Guessing/Ordering Partial Data

ropey has asked for the wisdom of the Perl Monks concerning the following question:

Hi All

I have a part of an application, where from a given (partial) user input a best guess should be made to match what the user is searching for.
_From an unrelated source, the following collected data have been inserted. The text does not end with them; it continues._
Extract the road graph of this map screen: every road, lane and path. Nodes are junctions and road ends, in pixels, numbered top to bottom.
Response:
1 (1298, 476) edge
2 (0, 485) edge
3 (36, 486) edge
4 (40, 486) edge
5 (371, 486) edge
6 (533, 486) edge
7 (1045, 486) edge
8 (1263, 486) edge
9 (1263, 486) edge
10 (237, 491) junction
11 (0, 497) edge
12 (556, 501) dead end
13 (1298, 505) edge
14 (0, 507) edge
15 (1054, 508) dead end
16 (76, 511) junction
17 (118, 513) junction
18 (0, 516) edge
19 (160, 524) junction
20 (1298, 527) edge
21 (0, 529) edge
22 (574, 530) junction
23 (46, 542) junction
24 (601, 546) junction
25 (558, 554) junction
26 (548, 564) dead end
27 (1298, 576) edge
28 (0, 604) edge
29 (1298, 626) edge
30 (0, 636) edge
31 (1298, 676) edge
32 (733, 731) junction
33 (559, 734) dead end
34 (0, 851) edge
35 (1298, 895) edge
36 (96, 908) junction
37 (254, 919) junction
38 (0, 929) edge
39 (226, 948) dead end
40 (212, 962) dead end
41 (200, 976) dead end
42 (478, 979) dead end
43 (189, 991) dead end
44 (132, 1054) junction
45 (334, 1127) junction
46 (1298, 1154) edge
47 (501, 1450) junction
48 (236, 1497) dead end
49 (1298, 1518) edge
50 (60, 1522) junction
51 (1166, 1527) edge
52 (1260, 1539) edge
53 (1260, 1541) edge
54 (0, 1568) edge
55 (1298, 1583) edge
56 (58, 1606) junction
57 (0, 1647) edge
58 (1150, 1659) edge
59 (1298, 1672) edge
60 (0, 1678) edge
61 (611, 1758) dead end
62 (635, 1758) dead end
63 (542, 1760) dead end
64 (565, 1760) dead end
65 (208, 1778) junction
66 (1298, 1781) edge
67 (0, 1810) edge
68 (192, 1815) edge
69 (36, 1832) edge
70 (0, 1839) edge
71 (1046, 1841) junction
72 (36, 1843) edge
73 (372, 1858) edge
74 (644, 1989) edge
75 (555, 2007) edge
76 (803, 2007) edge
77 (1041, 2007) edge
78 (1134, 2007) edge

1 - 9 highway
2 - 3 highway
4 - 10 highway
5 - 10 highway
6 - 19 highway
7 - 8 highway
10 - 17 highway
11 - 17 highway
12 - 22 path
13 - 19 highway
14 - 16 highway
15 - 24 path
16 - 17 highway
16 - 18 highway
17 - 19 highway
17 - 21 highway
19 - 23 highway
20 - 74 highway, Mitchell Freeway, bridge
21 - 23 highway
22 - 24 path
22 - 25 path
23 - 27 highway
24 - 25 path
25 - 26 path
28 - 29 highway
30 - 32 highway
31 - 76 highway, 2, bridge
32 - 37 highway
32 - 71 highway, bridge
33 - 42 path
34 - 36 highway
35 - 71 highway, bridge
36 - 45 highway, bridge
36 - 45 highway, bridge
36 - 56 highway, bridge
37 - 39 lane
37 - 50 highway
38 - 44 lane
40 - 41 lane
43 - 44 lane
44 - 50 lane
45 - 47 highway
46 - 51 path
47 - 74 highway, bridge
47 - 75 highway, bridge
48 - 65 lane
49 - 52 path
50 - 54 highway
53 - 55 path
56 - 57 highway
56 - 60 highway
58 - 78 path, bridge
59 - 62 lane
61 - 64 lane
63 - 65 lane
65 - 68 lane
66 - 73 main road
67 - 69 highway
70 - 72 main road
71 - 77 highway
In this example its in terms of locations, so the user wants to look for a given sub set of locations in say Paris, given that they have entered Paris, and optional search terms of 'Place De La Gare' and 'Rennes'. From the Paris part the application can simply find all Paris entries, lets say its the following subset of data

Place De La Gare - Angers
Place De La Gare - Nevers
Place Mohammed V - Oujda
Place De La Gare - Rennes
Place de la Gare - Quimper
Place Thiers - Nancy
Place De La Gare - Grenoble
Place Du Chateau - Galerie Marchande Du Rer
Place De La Gare - Angers
Place De La Gare 1 - Grenoble
Place De La Gare - Nevers
Place De La Gare - Rennes
Place De La Gare
Place de la Gare
Place de la Gare - Bergerac
Place de la Gare - Moutiers
Place de la Gare - Libourne

A simple script to *guess* from the subset is as follows

#!/usr/bin/perl -w

use strict;
use Data::Dumper;

my @data = (
'Place De La Gare - Angers',
'Place De La Gare - Nevers',
'Place Mohammed V -  Oujda',
'Place De La Gare - Rennes',
'Place de la Gare - Quimper',
'Place Thiers -  Nancy',
'Place De La Gare -  Grenoble',
'Place Du Chateau - Galerie Marchande Du Rer',
'Place De La Gare -  Angers',
'Place De La Gare 1 - Bannes Grenoble',
'Place De La Gare -  Nevers',
'Place De La Gare -  Rennes',
'Place De La Gare bannes',
'Place de la Gare',
'Place de la Gare - Bergerac',
'Place de la Gare - Moutiers',
'Place de la Gare - Libourne'
        );

my @guesses = ('Place de la Gare', 'Rennes');

my @list = @data;
foreach my $guess(@guesses) {
    my @guessed = grep { /$guess/i } @list;
    # Now guess in reduced list
    @list = @guessed;
}
print "Guess this is what you wanted ? ", join "\n", @list;
[download]

Is there a better way, given this is a reduced subset of the real data (could be hundreds of possible choices) and multiple words to reduce the guessing ?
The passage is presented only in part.